═════ Data extract

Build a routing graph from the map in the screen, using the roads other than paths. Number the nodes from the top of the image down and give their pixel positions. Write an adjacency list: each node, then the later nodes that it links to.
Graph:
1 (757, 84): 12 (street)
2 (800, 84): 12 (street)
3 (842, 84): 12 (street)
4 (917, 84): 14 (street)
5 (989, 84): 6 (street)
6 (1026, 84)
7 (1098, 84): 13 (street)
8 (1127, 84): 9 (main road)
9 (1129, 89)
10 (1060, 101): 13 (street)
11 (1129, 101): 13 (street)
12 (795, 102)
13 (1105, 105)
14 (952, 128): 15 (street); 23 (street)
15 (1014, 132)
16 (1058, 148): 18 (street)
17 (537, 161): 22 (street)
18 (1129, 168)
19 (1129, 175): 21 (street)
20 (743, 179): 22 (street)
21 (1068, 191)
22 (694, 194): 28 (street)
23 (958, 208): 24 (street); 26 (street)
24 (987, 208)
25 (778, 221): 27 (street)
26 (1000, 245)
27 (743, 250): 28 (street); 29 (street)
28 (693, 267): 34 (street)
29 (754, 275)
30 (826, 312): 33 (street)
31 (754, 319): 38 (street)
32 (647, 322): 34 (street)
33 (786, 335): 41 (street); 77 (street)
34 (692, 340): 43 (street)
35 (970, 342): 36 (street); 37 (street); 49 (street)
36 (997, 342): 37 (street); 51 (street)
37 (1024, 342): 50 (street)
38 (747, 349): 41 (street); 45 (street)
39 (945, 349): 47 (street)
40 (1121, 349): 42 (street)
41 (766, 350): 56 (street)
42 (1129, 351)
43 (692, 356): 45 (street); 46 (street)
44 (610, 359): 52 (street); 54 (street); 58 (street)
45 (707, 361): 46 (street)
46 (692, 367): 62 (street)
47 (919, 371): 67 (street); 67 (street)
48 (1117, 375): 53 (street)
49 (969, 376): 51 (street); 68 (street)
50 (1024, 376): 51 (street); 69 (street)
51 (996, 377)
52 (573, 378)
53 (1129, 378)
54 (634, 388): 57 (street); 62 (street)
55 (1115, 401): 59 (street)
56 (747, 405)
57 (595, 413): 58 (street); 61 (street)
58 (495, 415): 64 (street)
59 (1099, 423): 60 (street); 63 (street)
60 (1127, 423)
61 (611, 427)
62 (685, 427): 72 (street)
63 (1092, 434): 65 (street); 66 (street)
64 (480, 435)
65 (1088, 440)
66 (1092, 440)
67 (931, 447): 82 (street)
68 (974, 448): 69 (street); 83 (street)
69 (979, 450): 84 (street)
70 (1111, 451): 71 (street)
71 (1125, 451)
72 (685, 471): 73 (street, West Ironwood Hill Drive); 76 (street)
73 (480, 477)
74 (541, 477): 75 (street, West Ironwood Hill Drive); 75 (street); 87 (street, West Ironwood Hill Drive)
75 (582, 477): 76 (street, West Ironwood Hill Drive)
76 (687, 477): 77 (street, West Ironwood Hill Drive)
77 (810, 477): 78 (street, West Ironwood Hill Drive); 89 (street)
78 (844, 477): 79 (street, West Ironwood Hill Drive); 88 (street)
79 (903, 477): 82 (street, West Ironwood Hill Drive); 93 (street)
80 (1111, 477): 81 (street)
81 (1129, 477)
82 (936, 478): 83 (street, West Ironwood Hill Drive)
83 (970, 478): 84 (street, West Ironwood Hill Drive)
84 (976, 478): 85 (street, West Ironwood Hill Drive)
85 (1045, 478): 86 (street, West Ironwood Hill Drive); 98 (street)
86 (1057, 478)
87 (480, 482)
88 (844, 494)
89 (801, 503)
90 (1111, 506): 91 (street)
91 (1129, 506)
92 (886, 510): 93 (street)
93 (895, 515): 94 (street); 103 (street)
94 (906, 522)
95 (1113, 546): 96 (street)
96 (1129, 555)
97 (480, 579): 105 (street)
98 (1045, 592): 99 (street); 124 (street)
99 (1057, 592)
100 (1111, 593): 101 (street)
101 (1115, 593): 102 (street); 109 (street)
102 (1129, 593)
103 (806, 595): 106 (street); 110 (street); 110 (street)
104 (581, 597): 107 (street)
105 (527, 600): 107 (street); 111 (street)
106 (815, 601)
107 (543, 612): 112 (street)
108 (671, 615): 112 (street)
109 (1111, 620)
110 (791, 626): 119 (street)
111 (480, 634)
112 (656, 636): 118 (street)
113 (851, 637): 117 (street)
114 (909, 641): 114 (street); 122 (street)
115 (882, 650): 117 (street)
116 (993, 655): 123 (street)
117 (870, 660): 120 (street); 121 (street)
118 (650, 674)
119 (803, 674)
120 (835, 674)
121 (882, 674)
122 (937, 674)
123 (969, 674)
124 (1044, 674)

══════════

Problem: Only the number is wanted here. Please work out how many lines of the records contain "Drive".

Output of the exercise: 11